### Raw data

⟨

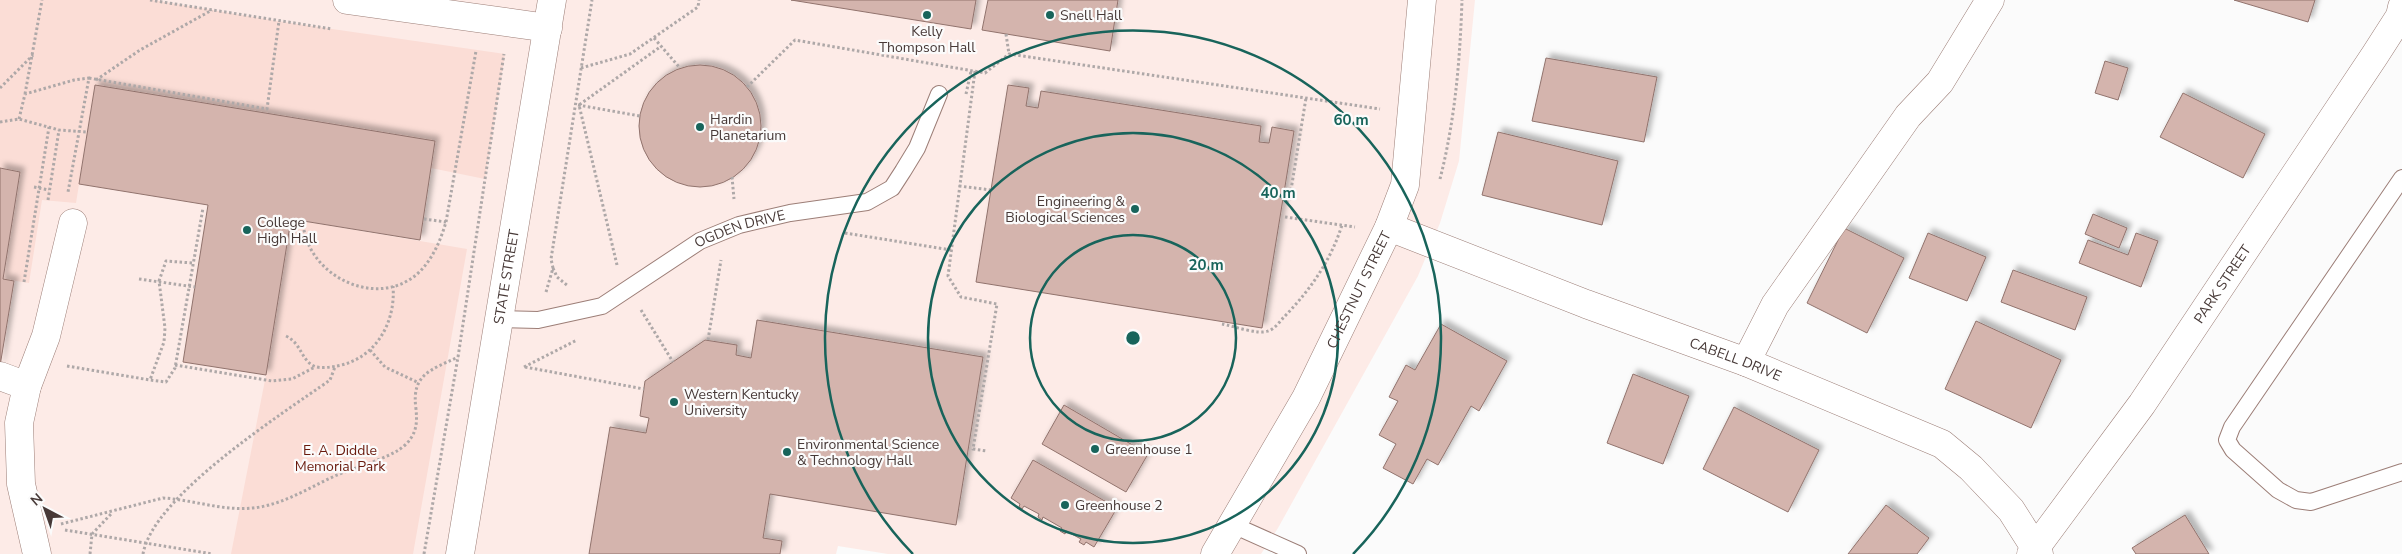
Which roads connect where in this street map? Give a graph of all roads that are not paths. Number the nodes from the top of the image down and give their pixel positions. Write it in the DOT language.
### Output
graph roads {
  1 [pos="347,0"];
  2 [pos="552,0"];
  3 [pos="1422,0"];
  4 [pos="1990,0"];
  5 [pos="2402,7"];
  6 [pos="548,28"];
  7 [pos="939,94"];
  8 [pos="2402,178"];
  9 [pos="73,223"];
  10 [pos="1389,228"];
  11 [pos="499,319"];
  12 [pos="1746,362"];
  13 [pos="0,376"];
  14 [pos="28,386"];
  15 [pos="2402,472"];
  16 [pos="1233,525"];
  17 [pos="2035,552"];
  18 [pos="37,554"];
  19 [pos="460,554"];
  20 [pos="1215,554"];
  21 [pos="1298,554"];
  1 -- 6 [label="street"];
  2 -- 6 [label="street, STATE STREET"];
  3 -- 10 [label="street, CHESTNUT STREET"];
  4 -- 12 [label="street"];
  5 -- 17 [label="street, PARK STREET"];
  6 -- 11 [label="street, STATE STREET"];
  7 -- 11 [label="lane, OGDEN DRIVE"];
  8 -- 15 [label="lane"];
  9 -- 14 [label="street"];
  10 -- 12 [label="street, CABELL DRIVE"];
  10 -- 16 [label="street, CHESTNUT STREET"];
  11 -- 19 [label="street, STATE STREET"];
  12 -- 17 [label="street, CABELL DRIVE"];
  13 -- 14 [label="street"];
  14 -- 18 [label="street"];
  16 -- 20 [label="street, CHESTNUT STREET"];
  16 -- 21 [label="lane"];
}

⟩

### Exercise brief
Please print the records above once more, word for word, omitting all pictures.

### Answer space
Which roads connect where in this street map? Give a graph of all roads that are not paths. Number the nodes from the top of the image down and give their pixel positions. Write it in the DOT language.
### Output
graph roads {
  1 [pos="347,0"];
  2 [pos="552,0"];
  3 [pos="1422,0"];
  4 [pos="1990,0"];
  5 [pos="2402,7"];
  6 [pos="548,28"];
  7 [pos="939,94"];
  8 [pos="2402,178"];
  9 [pos="73,223"];
  10 [pos="1389,228"];
  11 [pos="499,319"];
  12 [pos="1746,362"];
  13 [pos="0,376"];
  14 [pos="28,386"];
  15 [pos="2402,472"];
  16 [pos="1233,525"];
  17 [pos="2035,552"];
  18 [pos="37,554"];
  19 [pos="460,554"];
  20 [pos="1215,554"];
  21 [pos="1298,554"];
  1 -- 6 [label="street"];
  2 -- 6 [label="street, STATE STREET"];
  3 -- 10 [label="street, CHESTNUT STREET"];
  4 -- 12 [label="street"];
  5 -- 17 [label="street, PARK STREET"];
  6 -- 11 [label="street, STATE STREET"];
  7 -- 11 [label="lane, OGDEN DRIVE"];
  8 -- 15 [label="lane"];
  9 -- 14 [label="street"];
  10 -- 12 [label="street, CABELL DRIVE"];
  10 -- 16 [label="street, CHESTNUT STREET"];
  11 -- 19 [label="street, STATE STREET"];
  12 -- 17 [label="street, CABELL DRIVE"];
  13 -- 14 [label="street"];
  14 -- 18 [label="street"];
  16 -- 20 [label="street, CHESTNUT STREET"];
  16 -- 21 [label="lane"];
}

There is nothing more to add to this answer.